Fast food often contains significant amounts of mayonnaise, cheese, salt, fried meat, and oil. These ingredients are typically high in calories and fat, contributing to their energy-dense nature (Schlosser). Consuming excessive amounts of such foods can lead to an unbalanced diet. Health experts, including dieticians, generally recommend a balanced diet that includes adequate proteins, vitamins, and minerals, while limiting excessive intake of fats and carbohydrates. The overconsumption of fast food has been associated with various health problems, including obesity and cardiovascular diseases. Additionally, research indicates that frequent consumption of fast food may negatively impact appetite regulation and respiratory system function., and central nervous system function (Schlosser). In a cross-sectional data study of more than 100,000 adolescents in 32 countries (including low-, middle-, and high-income countries), it was found that fast food is associated with an increase in suicide attempts.

According to the Massachusetts Medical Society Committee, fast foods are commonly high in fat content, and studies have found associations between fast food intake and increased body mass index (BMI) and weight gain. In particular, many fast foods are high in saturated fats, which are widely held to be a risk factor in heart disease. In 2010, heart disease was the number 1 ranking cause of death. A 2006 study fed monkeys a diet with a similar level of trans fats as that of a person who ate fast food frequently. Both diets contained the same overall number of calories. It was found that the monkeys who consumed higher levels of trans fat developed more abdominal fat than those fed a diet rich in unsaturated fats. They also developed signs of insulin resistance, an early indicator of diabetes. After six years on the diet, the trans fat fed monkeys had gained 7.2% of their body weight, compared to just 1.8% in the unsaturated fat group. A five-year study conducted in Singapore showed that frequent fast food consumers (more than twice a week) had a significant increased risk of developing type 2 diabetes and an increased risk of death from coronary heart disease, when compared to non-consumers. The American Heart Association recommends consumption of about 16 grams of saturated fats a day.
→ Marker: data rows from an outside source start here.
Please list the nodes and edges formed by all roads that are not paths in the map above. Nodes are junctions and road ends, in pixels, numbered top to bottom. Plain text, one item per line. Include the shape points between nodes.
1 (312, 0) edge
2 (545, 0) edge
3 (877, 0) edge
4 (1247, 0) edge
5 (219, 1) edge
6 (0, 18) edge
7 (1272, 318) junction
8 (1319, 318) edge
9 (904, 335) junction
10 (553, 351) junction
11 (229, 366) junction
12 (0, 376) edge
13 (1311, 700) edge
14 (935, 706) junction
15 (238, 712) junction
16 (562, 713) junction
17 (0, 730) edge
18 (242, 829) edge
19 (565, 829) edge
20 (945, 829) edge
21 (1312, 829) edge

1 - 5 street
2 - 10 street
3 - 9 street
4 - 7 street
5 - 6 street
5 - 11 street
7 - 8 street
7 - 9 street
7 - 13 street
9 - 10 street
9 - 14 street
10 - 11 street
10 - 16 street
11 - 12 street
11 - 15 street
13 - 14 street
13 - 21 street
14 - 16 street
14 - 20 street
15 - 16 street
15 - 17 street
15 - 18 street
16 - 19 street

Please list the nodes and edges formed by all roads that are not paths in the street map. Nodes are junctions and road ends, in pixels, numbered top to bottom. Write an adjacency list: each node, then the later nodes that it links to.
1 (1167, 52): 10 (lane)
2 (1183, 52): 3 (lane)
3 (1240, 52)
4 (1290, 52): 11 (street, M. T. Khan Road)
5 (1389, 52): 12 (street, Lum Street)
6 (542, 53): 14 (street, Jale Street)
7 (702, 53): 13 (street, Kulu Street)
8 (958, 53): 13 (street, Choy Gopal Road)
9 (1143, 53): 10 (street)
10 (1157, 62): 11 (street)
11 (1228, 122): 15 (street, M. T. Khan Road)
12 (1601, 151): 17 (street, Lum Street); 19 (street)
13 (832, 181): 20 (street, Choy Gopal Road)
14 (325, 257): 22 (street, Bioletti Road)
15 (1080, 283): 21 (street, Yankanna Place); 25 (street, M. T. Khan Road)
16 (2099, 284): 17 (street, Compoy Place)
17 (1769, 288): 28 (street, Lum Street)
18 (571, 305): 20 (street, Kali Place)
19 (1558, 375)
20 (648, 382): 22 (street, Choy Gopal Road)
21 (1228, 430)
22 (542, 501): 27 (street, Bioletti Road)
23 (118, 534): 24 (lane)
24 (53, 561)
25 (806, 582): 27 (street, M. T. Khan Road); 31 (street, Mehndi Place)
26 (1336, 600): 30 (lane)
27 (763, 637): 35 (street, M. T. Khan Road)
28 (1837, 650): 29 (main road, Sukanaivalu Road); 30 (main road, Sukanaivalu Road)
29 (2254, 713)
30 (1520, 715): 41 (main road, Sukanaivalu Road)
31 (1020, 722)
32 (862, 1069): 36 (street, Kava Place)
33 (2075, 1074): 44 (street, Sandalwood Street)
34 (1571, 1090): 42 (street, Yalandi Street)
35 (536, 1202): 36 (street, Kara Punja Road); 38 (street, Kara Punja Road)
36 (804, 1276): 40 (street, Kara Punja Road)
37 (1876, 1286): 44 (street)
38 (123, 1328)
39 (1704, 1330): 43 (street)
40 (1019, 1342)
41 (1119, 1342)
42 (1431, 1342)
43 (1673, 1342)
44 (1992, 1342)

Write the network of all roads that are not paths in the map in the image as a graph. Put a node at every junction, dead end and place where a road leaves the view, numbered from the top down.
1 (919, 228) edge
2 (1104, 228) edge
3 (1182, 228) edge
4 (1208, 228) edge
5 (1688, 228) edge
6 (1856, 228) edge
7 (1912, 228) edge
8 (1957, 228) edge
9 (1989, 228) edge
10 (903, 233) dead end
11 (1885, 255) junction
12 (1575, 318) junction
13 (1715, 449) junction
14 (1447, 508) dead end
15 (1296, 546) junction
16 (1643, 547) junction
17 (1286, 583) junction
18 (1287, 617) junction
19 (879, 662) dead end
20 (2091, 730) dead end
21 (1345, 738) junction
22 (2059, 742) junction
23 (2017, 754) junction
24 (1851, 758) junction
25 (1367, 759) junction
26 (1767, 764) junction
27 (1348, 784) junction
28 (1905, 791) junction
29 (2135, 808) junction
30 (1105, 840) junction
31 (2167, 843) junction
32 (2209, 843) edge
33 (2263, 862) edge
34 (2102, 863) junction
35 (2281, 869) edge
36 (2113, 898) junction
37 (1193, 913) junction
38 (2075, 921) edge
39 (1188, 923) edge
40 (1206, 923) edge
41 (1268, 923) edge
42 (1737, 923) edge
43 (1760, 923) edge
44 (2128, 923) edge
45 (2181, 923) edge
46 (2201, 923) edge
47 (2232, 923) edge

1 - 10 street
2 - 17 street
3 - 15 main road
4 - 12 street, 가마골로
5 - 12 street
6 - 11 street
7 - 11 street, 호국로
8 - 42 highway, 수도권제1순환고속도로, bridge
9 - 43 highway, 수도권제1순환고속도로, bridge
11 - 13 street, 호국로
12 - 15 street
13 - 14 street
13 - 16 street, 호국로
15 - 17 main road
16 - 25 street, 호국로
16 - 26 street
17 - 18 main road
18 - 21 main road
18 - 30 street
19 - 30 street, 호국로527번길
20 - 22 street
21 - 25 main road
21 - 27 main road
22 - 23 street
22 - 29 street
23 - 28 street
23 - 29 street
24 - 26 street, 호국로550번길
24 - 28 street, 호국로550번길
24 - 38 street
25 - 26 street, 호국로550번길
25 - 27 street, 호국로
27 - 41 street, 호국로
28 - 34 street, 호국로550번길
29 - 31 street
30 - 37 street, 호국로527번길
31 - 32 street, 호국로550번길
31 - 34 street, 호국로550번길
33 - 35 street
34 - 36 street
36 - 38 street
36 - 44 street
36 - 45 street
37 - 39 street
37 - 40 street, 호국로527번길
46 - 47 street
The director of the obesity program for the Children's Hospital Boston, David Ludwig, says that "fast food consumption has been shown to increase caloric intake, promote weight gain, and elevate risk for diabetes". The link between eating fast food and developing diabetes is a major cause for alarm. Consuming fast food on a daily basis has been linked to an increased risk of acquiring type 2 diabetes. Insulin resistance and impaired glucose metabolism are common health consequences of a diet heavy in processed carbs, bad fats, and added sweets found in fast food. Type 2 diabetes is a chronic, disabling disease with serious health effects, and its development is influenced by the aforementioned risk factors. Excessive calories are another issue with fast food. According to P. Block, R. Scribner and K. Desalvo, from "Fast Food, Race/Ethnicity, and Income: A Geographic Analysis", 2004, referring to a U.S. Department of Agriculture sponsored study, "the percentage of calories which can be attributed to fast-food consumption has increased from 3% to 12% of the total calories consumed in the United States from 1978 to 1995. In 1995, "away-from-home" foods provided 34% of total caloric intake and 38% of total fat intake compared to 18% for both categories in 1977–1978." A regular meal at McDonald's consists of a Big Mac, large fries, and a large Coca-Cola drink amounting to 1,430 calories. The USDA recommends a daily caloric intake of 2700 and 2100 kcal for men and women (respectively) between 31 and 50, at a physical activity level equivalent to walking about 1.5 to 3 miles per day at 3 to 4 miles per hour in addition to the light physical activity associated with typical day-to-day life, with the French Agency for Food, Environmental and Occupational Health & Safety guidance suggesting roughly the same levels.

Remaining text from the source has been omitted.